The first consideration is what type of business you are. This means taking into account what industry your business fits in. Then after working out your industry, the next consideration is for what purpose, and why you are deciding to loan money.

Tax Act & loan money

The law governing businesses loaning money is the Income Tax Assessment Act 1936 (Cth) div 7A. The law covers private companies providing either money or benefits to a shareholder or associate. As a result this includes loans. Generally, if a private company provides a loan then for tax purposes they have provided a dividend. The act also sets out minimum yearly repayments, timing and minimum interest rates. You can use the calculator tool to assist with this. If you are still unsure about how to navigate lending money and tax obligations you could always check with a tax lawyer.

Example
Sample Industries Pty Ltd loans $15,000 to one its shareholders Lucy. The money is provided by way of a promissory note. This means Div 7A may apply to the loan.

Example
Sample Industries Pty Ltd loans $15,000 to one another company, Stock Industries Pty Ltd . The money is provided by way of a promissory note. As the loan was provided to another company, this means the act would not consider the loan to be a dividend. This is just a brief sample as there are numerous exceptions.
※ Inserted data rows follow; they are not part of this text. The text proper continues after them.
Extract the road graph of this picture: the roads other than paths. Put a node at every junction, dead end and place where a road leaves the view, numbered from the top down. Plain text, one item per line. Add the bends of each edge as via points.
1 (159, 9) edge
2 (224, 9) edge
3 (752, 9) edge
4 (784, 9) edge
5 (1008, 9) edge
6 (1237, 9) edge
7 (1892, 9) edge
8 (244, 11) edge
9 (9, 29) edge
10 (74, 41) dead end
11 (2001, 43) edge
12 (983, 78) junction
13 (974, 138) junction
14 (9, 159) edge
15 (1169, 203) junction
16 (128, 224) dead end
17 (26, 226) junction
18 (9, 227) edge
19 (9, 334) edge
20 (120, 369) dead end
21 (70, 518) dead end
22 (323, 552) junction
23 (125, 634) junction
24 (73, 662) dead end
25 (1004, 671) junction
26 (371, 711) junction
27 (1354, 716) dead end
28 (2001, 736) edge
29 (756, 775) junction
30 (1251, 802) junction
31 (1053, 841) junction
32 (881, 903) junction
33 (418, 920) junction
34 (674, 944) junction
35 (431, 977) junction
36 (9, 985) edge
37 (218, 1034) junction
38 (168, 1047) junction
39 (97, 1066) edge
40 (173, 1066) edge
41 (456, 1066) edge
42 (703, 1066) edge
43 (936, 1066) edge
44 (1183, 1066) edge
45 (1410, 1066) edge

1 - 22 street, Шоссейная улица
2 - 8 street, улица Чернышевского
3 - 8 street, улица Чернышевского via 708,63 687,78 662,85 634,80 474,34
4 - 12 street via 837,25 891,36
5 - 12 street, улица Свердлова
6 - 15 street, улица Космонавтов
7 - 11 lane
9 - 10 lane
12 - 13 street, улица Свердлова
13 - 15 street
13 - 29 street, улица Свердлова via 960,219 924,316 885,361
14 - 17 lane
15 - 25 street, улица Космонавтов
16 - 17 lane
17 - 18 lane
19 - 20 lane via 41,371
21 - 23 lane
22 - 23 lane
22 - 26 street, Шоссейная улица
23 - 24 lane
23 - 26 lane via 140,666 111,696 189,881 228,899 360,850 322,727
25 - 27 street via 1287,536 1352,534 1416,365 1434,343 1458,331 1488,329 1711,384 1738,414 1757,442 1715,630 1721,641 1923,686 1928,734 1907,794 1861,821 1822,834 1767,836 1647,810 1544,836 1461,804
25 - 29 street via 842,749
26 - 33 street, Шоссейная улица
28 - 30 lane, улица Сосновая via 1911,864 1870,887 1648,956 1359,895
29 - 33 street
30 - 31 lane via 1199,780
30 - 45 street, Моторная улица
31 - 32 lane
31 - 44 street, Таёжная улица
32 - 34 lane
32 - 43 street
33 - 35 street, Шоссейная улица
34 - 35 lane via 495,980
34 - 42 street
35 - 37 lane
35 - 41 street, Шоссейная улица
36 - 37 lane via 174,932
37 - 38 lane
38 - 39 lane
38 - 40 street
Credit provider and private loans

A credit provider is just someone who provides credit. Therefore, a credit provider must follow the responsible lending guidelines set out in the National Consumer Credit Protection Act 2009 (Cth). However, as an individual you would be providing a private loan. One of the ways to recognise a private loan is the bargaining power between the parties. When there is a private loan, generally the individuals can tweak and change the terms to suit each other. Despite it only being a private loan, you should still have a contract in case things break down.

Conclusion

Nevertheless, it all comes down to a couple of factors. The first is what type of business structure you are operating as. This leads to the next consideration of whether you are lending money as an individual. Therefore, you could loan money under the category of a private loan. The important thing to keep in mind is that you abide by the taxation requirements and that you aren’t acting as an unauthorised credit provider.